Task statement:
Transcribe the records that follow exactly. Skip the pictures.

Provided data:
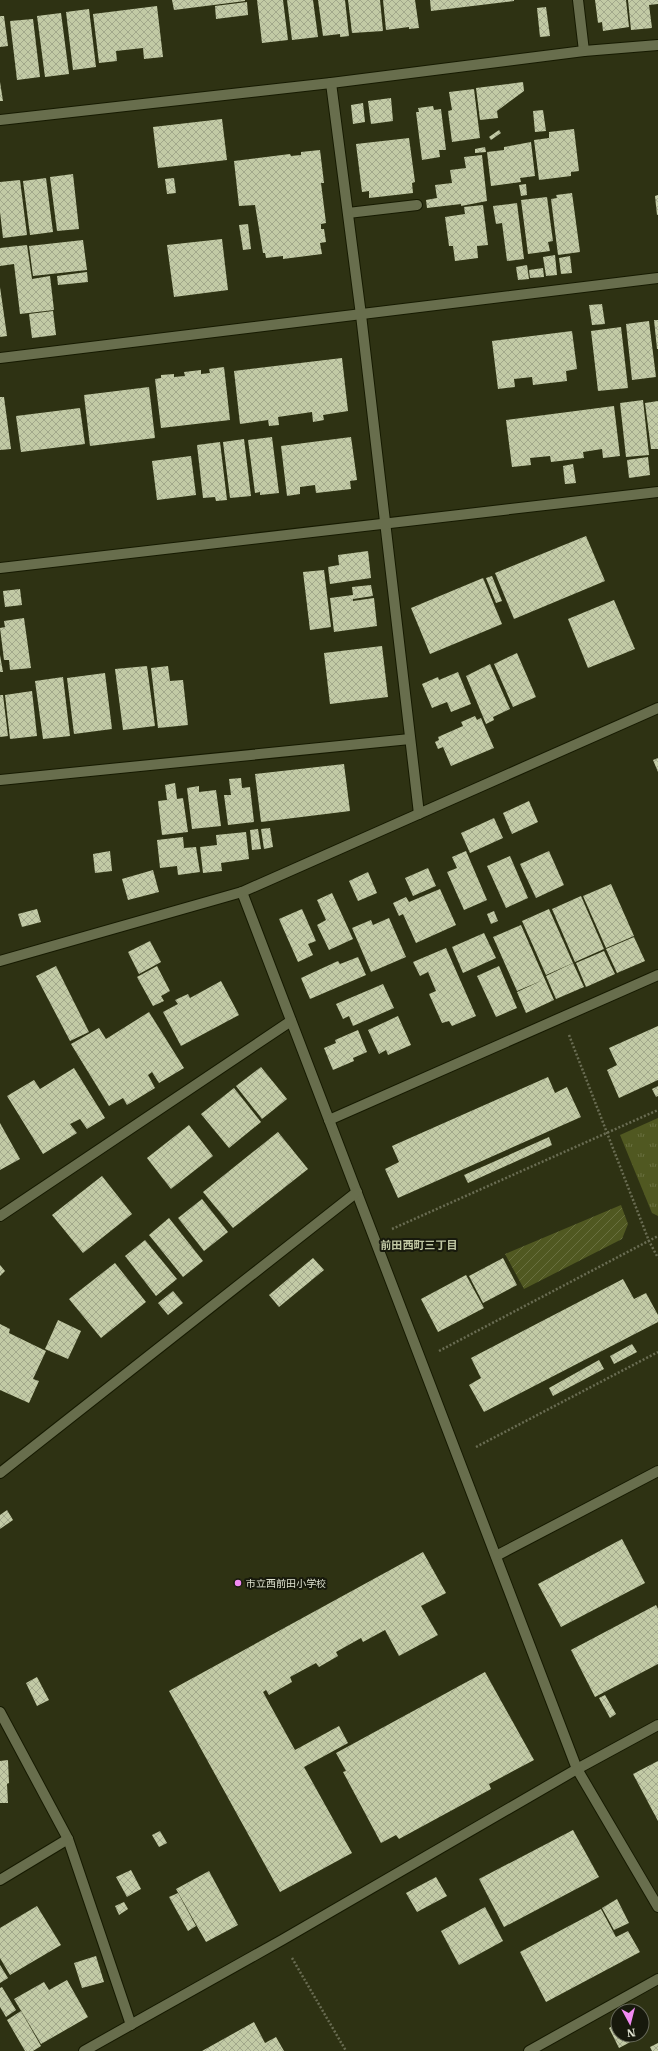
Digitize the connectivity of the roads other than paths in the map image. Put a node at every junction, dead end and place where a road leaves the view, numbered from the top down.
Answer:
1 (578, 0) edge
2 (658, 45) edge
3 (584, 51) junction
4 (331, 83) junction
5 (0, 120) edge
6 (417, 205) dead end
7 (348, 213) junction
8 (658, 278) edge
9 (361, 315) junction
10 (0, 358) edge
11 (658, 492) edge
12 (385, 523) junction
13 (0, 568) edge
14 (658, 708) edge
15 (410, 739) junction
16 (0, 780) edge
17 (419, 814) junction
18 (242, 892) junction
19 (0, 960) edge
20 (658, 975) edge
21 (291, 1021) junction
22 (329, 1120) junction
23 (357, 1192) junction
24 (0, 1216) edge
25 (658, 1471) edge
26 (0, 1473) edge
27 (496, 1556) junction
28 (0, 1712) edge
29 (658, 1726) edge
30 (577, 1769) junction
31 (68, 1839) junction
32 (0, 1880) edge
33 (658, 1907) edge
34 (658, 1979) edge
35 (131, 2025) junction
36 (84, 2051) edge
37 (529, 2051) edge

1 - 3 street
2 - 3 street
3 - 4 street
4 - 5 street
4 - 7 street
6 - 7 street
7 - 9 street
8 - 9 street
9 - 10 street
9 - 12 street
11 - 12 street
12 - 13 street
12 - 15 street
14 - 17 street
15 - 16 street
15 - 17 street
17 - 18 street
18 - 19 street
18 - 21 street
20 - 22 street
21 - 22 street
21 - 24 street
22 - 23 street
23 - 26 street
23 - 27 street
25 - 27 street
27 - 30 street
28 - 31 street
29 - 30 street
30 - 33 street
30 - 35 street
31 - 32 street
31 - 35 street
34 - 37 street
35 - 36 street

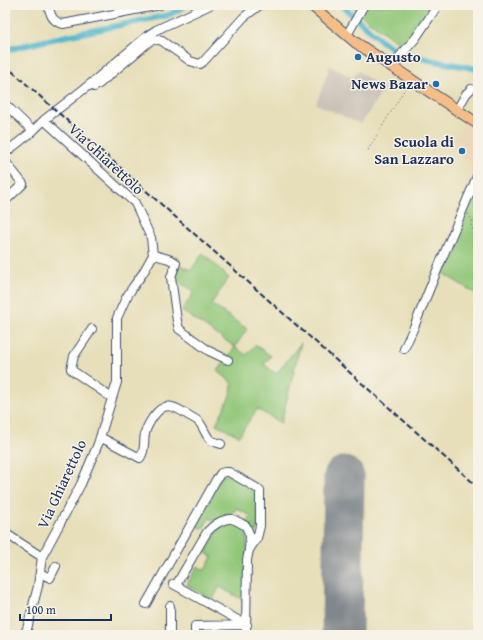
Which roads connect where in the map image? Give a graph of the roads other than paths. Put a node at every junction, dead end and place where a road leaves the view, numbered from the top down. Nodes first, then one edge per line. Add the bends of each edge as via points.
1 (48, 5) edge
2 (160, 5) edge
3 (210, 5) edge
4 (260, 5) edge
5 (310, 5) edge
6 (364, 5) edge
7 (438, 5) edge
8 (347, 35) junction
9 (392, 67) junction
10 (89, 85) junction
11 (471, 89) dead end
12 (5, 104) edge
13 (457, 110) junction
14 (44, 120) junction
15 (478, 124) edge
16 (34, 130) junction
17 (5, 153) edge
18 (5, 161) edge
19 (478, 174) edge
20 (5, 201) edge
21 (153, 255) junction
22 (92, 329) dead end
23 (404, 349) dead end
24 (228, 360) dead end
25 (112, 398) junction
26 (100, 437) junction
27 (221, 444) dead end
28 (5, 533) edge
29 (249, 550) junction
30 (42, 557) junction
31 (56, 566) dead end
32 (40, 573) junction
33 (146, 604) dead end
34 (170, 606) dead end
35 (246, 625) junction
36 (23, 635) edge
37 (77, 635) edge
38 (102, 635) edge
39 (170, 635) edge
40 (195, 635) edge
41 (246, 635) edge

1 - 2 street via 51,16 63,24
3 - 10 street, Via Ghiarettolo via 156,30
4 - 10 street via 244,17 200,64 190,61 162,41 155,39 99,84 94,87
5 - 8 main road
6 - 8 street
7 - 9 street
8 - 9 main road
9 - 13 main road
10 - 14 street, Via Ghiarettolo
11 - 13 street
12 - 16 street
13 - 15 main road
14 - 16 street
14 - 21 street, Via Ghiarettolo via 135,203 151,238
16 - 17 street
18 - 20 street via 23,184
19 - 23 street
21 - 24 street via 176,263 171,277 179,329 209,351
21 - 25 street, Via Ghiarettolo via 126,298 117,318 117,382
22 - 25 street via 74,356 72,369
25 - 26 street, Via Ghiarettolo
26 - 27 street via 140,458 147,427 159,410 167,406 176,408 199,421 211,441
26 - 30 street, Via Ghiarettolo via 81,484
28 - 30 street
29 - 33 street via 257,538 260,526 260,490 229,472 221,473
29 - 35 street
29 - 35 street via 250,536 246,526 232,519 223,520 207,532 175,585
30 - 32 street, Via Ghiarettolo
31 - 32 street via 50,578
32 - 36 street, Via Ghiarettolo via 27,629
34 - 39 street
35 - 40 street via 195,626
35 - 41 street
37 - 38 street

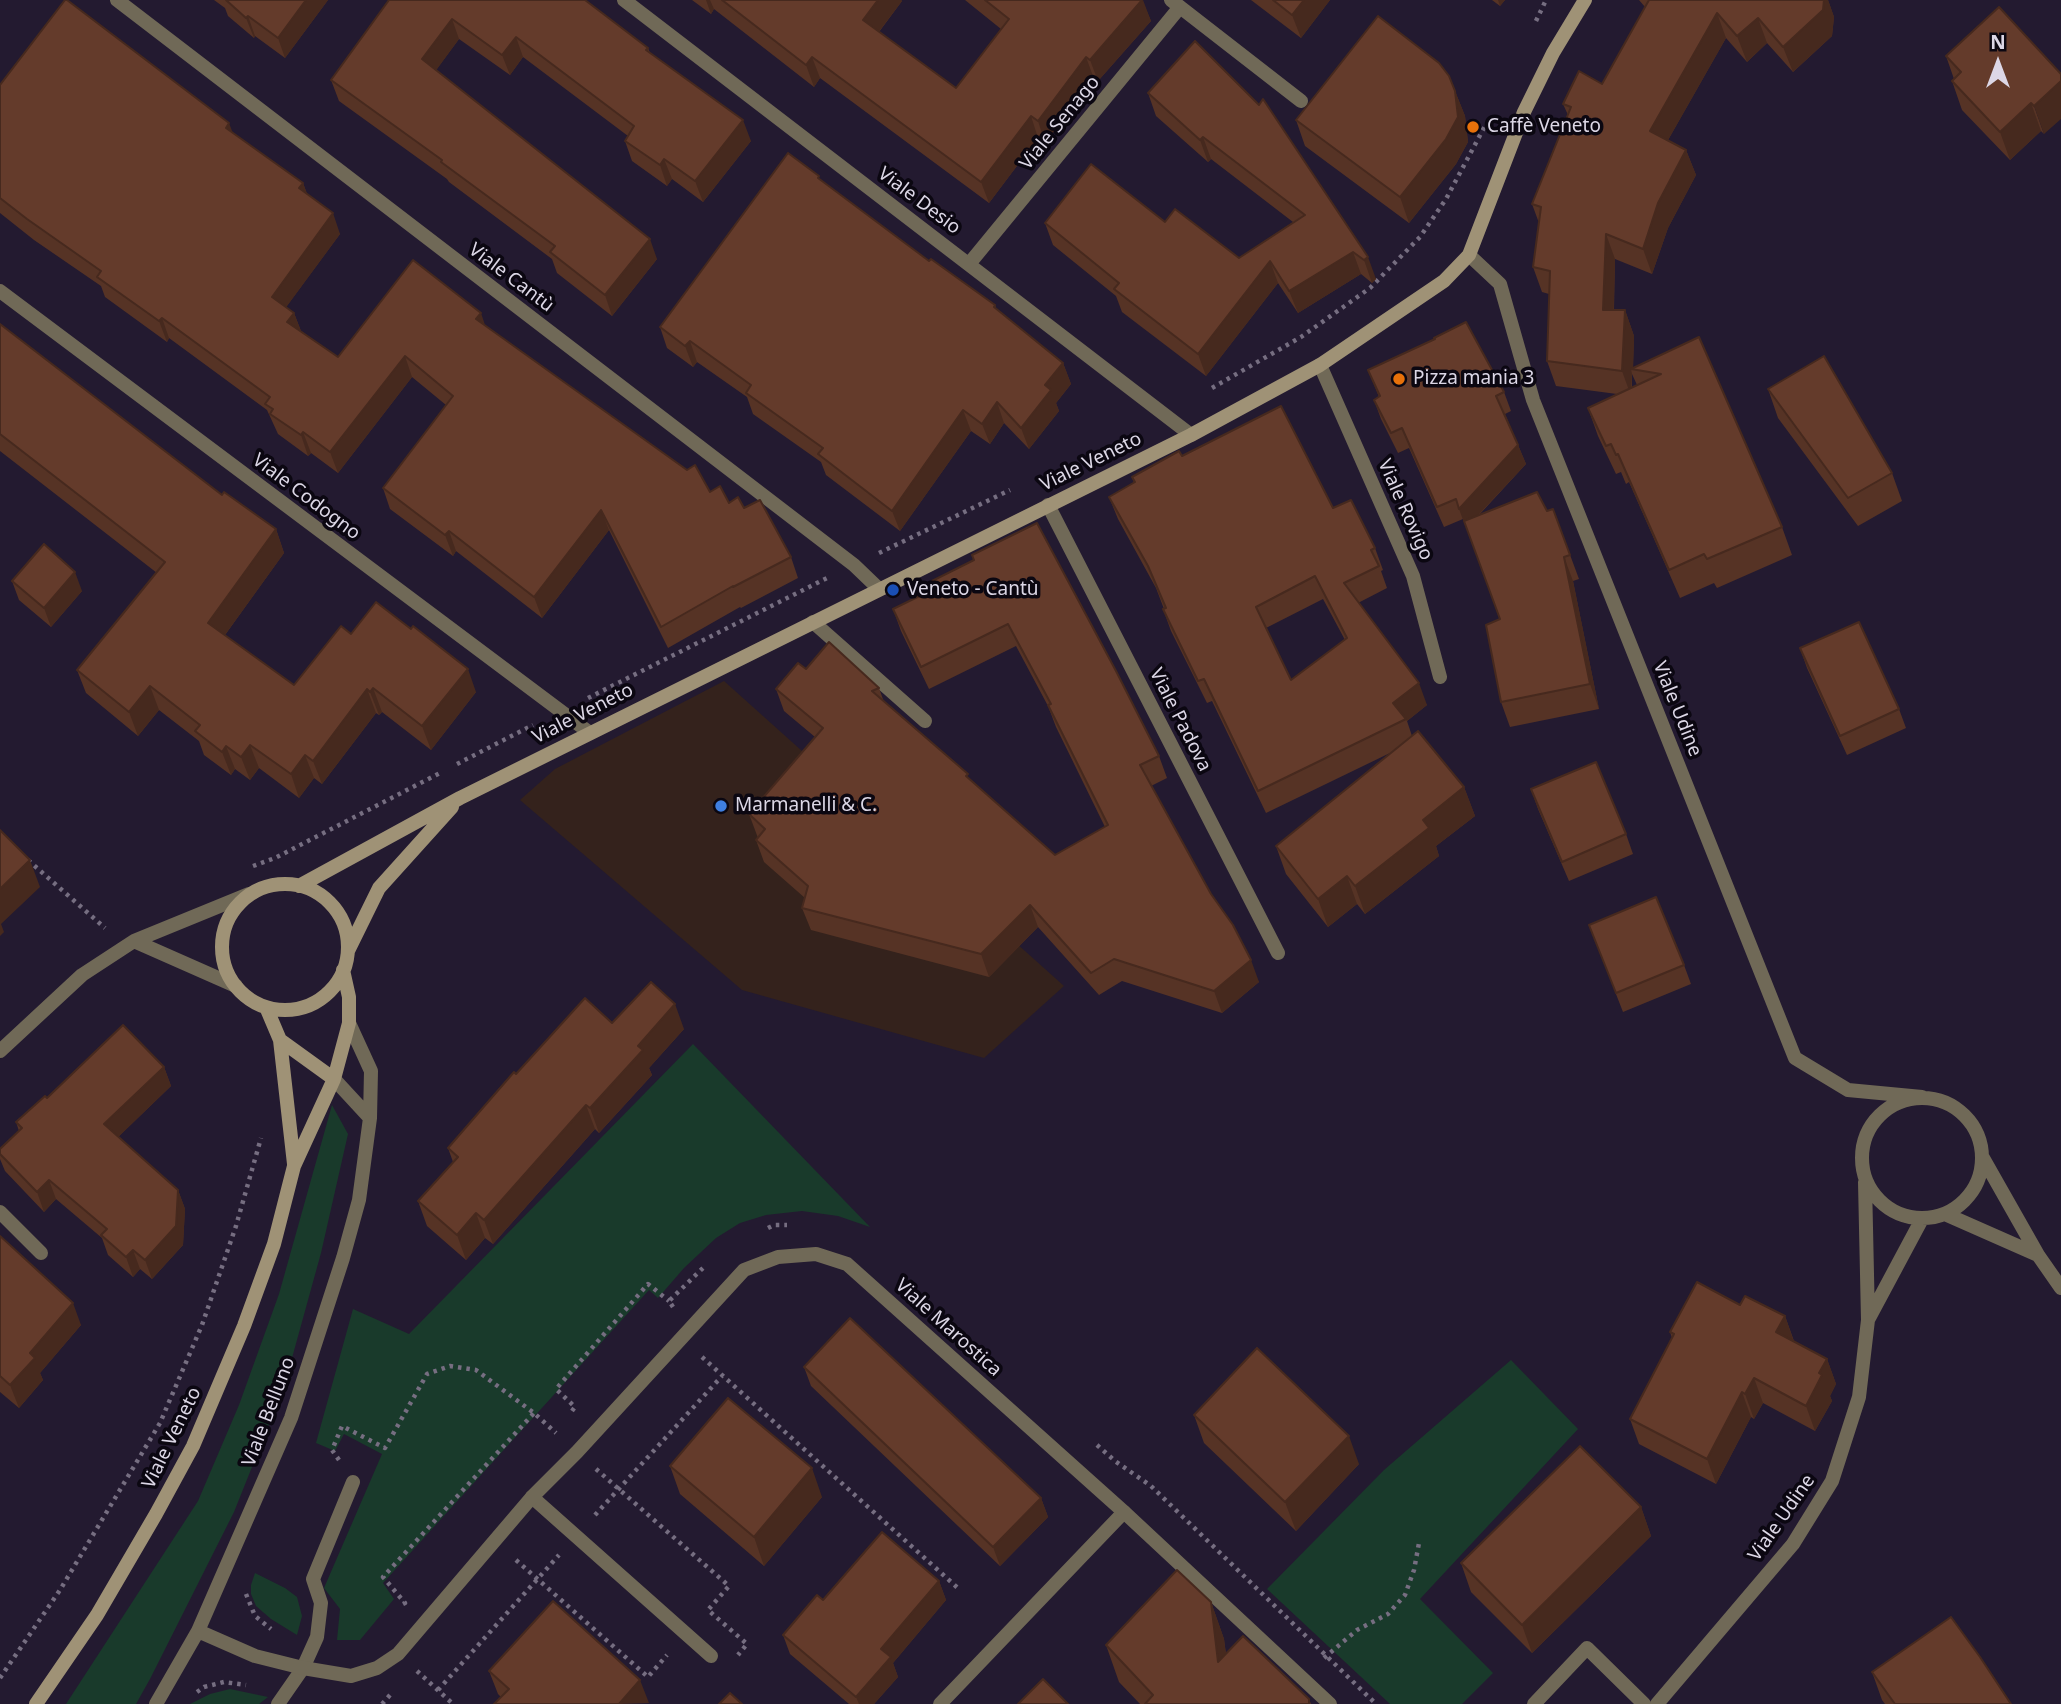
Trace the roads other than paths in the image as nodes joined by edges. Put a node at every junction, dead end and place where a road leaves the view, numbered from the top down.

Result of this exercise:
Digitize the connectivity of the roads other than paths in the map image. Put a node at every junction, dead end and place where a road leaves the view, numbered from the top down.
Answer:
1 (578, 0) edge
2 (658, 45) edge
3 (584, 51) junction
4 (331, 83) junction
5 (0, 120) edge
6 (417, 205) dead end
7 (348, 213) junction
8 (658, 278) edge
9 (361, 315) junction
10 (0, 358) edge
11 (658, 492) edge
12 (385, 523) junction
13 (0, 568) edge
14 (658, 708) edge
15 (410, 739) junction
16 (0, 780) edge
17 (419, 814) junction
18 (242, 892) junction
19 (0, 960) edge
20 (658, 975) edge
21 (291, 1021) junction
22 (329, 1120) junction
23 (357, 1192) junction
24 (0, 1216) edge
25 (658, 1471) edge
26 (0, 1473) edge
27 (496, 1556) junction
28 (0, 1712) edge
29 (658, 1726) edge
30 (577, 1769) junction
31 (68, 1839) junction
32 (0, 1880) edge
33 (658, 1907) edge
34 (658, 1979) edge
35 (131, 2025) junction
36 (84, 2051) edge
37 (529, 2051) edge

1 - 3 street
2 - 3 street
3 - 4 street
4 - 5 street
4 - 7 street
6 - 7 street
7 - 9 street
8 - 9 street
9 - 10 street
9 - 12 street
11 - 12 street
12 - 13 street
12 - 15 street
14 - 17 street
15 - 16 street
15 - 17 street
17 - 18 street
18 - 19 street
18 - 21 street
20 - 22 street
21 - 22 street
21 - 24 street
22 - 23 street
23 - 26 street
23 - 27 street
25 - 27 street
27 - 30 street
28 - 31 street
29 - 30 street
30 - 33 street
30 - 35 street
31 - 32 street
31 - 35 street
34 - 37 street
35 - 36 street

Which roads connect where in the map image? Give a graph of the roads other than paths. Put a node at every junction, dead end and place where a road leaves the view, numbered from the top down. Nodes first, then one edge per line. Add the bends of each edge as via points.
1 (48, 5) edge
2 (160, 5) edge
3 (210, 5) edge
4 (260, 5) edge
5 (310, 5) edge
6 (364, 5) edge
7 (438, 5) edge
8 (347, 35) junction
9 (392, 67) junction
10 (89, 85) junction
11 (471, 89) dead end
12 (5, 104) edge
13 (457, 110) junction
14 (44, 120) junction
15 (478, 124) edge
16 (34, 130) junction
17 (5, 153) edge
18 (5, 161) edge
19 (478, 174) edge
20 (5, 201) edge
21 (153, 255) junction
22 (92, 329) dead end
23 (404, 349) dead end
24 (228, 360) dead end
25 (112, 398) junction
26 (100, 437) junction
27 (221, 444) dead end
28 (5, 533) edge
29 (249, 550) junction
30 (42, 557) junction
31 (56, 566) dead end
32 (40, 573) junction
33 (146, 604) dead end
34 (170, 606) dead end
35 (246, 625) junction
36 (23, 635) edge
37 (77, 635) edge
38 (102, 635) edge
39 (170, 635) edge
40 (195, 635) edge
41 (246, 635) edge

1 - 2 street via 51,16 63,24
3 - 10 street, Via Ghiarettolo via 156,30
4 - 10 street via 244,17 200,64 190,61 162,41 155,39 99,84 94,87
5 - 8 main road
6 - 8 street
7 - 9 street
8 - 9 main road
9 - 13 main road
10 - 14 street, Via Ghiarettolo
11 - 13 street
12 - 16 street
13 - 15 main road
14 - 16 street
14 - 21 street, Via Ghiarettolo via 135,203 151,238
16 - 17 street
18 - 20 street via 23,184
19 - 23 street
21 - 24 street via 176,263 171,277 179,329 209,351
21 - 25 street, Via Ghiarettolo via 126,298 117,318 117,382
22 - 25 street via 74,356 72,369
25 - 26 street, Via Ghiarettolo
26 - 27 street via 140,458 147,427 159,410 167,406 176,408 199,421 211,441
26 - 30 street, Via Ghiarettolo via 81,484
28 - 30 street
29 - 33 street via 257,538 260,526 260,490 229,472 221,473
29 - 35 street
29 - 35 street via 250,536 246,526 232,519 223,520 207,532 175,585
30 - 32 street, Via Ghiarettolo
31 - 32 street via 50,578
32 - 36 street, Via Ghiarettolo via 27,629
34 - 39 street
35 - 40 street via 195,626
35 - 41 street
37 - 38 street

Trace the roads other than paths in the image as nodes joined by edges. Put a node at every junction, dead end and place where a road leaves the view, numbered from the top down.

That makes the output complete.